**Given records**

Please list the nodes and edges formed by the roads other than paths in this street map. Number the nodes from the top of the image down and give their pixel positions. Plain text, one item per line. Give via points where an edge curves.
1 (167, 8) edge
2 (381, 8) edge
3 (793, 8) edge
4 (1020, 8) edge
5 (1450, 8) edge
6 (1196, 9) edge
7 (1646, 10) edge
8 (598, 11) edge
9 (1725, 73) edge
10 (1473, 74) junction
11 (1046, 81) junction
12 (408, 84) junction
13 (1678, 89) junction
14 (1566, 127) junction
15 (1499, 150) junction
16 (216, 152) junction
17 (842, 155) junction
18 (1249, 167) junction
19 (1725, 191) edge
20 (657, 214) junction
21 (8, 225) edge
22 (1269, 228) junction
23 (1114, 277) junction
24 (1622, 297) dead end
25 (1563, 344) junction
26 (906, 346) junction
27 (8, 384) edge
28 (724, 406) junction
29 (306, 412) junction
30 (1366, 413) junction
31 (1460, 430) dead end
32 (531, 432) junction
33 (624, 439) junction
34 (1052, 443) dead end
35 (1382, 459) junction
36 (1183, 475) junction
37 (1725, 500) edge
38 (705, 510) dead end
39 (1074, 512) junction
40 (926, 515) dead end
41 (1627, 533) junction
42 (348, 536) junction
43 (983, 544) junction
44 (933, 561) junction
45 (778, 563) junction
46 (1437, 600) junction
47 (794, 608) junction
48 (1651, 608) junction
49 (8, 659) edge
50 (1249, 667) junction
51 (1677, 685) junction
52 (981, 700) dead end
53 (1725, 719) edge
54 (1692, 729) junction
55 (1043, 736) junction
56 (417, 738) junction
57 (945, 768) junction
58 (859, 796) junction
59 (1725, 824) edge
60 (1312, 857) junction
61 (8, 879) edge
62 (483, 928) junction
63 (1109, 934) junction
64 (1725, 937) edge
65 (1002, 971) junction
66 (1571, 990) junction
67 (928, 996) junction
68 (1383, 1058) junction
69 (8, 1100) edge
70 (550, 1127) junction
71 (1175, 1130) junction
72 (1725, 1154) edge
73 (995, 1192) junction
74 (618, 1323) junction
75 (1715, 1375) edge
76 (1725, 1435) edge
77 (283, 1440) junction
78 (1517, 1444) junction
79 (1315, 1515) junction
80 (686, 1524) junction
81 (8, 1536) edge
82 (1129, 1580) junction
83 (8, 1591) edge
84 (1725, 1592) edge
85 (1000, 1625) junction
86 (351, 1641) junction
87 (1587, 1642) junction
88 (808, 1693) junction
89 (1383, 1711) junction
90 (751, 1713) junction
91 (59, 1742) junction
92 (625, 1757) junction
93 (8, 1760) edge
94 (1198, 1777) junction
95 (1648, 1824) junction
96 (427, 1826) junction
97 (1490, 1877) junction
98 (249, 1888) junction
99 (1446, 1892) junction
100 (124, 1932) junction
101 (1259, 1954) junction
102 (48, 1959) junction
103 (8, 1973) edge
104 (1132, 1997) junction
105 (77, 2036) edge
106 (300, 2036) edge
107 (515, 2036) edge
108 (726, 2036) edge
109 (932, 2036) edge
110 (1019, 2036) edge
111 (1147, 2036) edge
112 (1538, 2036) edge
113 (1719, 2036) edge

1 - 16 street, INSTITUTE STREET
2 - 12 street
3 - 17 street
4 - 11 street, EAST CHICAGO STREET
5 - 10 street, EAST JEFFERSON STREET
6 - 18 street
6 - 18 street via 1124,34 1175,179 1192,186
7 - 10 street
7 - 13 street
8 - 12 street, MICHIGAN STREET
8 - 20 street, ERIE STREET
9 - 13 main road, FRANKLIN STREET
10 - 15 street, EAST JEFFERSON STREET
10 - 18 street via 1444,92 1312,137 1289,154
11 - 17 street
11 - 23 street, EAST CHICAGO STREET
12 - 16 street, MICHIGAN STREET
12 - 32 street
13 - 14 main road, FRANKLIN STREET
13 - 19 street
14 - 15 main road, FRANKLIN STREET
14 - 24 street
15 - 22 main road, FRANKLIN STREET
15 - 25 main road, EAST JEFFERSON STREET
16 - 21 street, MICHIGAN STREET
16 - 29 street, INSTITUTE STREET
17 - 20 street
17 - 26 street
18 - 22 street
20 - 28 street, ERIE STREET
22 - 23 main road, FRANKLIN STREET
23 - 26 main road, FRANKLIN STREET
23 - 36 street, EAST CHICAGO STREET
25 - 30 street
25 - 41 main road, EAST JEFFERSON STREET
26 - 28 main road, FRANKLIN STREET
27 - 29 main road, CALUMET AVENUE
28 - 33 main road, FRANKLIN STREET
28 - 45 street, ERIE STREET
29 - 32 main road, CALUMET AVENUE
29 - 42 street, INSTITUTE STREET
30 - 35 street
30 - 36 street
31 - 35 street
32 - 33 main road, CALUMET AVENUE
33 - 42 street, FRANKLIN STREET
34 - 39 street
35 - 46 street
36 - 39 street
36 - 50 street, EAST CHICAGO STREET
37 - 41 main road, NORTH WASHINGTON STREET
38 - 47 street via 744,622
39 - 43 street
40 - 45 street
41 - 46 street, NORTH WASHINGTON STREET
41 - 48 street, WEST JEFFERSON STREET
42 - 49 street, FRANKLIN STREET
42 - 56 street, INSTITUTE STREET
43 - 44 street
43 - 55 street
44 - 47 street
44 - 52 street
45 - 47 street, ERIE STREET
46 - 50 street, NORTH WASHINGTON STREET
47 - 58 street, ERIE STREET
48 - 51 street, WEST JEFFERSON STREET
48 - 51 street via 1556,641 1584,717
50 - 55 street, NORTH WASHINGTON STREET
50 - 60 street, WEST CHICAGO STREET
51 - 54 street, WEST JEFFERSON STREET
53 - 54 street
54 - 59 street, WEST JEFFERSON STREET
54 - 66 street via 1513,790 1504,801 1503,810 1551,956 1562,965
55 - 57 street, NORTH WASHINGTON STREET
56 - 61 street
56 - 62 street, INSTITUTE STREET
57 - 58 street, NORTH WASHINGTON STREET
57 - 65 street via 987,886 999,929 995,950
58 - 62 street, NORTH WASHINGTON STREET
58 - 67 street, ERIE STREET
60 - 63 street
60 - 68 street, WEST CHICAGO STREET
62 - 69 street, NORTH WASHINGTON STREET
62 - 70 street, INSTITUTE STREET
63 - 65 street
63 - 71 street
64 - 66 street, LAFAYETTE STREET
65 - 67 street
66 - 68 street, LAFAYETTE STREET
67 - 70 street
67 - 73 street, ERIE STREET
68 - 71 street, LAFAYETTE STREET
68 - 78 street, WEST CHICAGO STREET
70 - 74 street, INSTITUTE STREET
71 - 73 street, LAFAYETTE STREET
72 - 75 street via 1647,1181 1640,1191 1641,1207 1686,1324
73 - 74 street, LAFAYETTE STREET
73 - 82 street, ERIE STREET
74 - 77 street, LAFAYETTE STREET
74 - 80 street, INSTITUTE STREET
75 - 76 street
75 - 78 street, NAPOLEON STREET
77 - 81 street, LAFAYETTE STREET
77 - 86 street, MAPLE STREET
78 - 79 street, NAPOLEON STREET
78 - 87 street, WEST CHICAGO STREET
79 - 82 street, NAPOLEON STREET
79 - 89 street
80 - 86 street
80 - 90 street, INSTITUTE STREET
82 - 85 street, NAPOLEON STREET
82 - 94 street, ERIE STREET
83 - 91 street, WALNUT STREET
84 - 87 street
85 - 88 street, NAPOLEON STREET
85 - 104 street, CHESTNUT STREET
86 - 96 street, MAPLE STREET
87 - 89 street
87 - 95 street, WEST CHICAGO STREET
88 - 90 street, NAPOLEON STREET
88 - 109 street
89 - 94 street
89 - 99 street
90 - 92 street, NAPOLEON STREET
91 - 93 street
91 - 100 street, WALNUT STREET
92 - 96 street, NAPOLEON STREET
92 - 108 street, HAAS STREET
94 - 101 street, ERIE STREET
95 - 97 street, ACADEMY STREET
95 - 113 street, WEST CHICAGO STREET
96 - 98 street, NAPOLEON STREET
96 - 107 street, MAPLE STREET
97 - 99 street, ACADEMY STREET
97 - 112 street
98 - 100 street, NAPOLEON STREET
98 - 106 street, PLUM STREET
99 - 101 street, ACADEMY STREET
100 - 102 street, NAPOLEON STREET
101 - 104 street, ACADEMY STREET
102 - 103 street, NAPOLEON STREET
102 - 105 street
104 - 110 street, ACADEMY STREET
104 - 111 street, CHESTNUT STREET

**Task objective**
Search the listing above for "CHESTNUT" and copy every line that holds it.

**Reply**
85 - 104 street, CHESTNUT STREET
104 - 111 street, CHESTNUT STREET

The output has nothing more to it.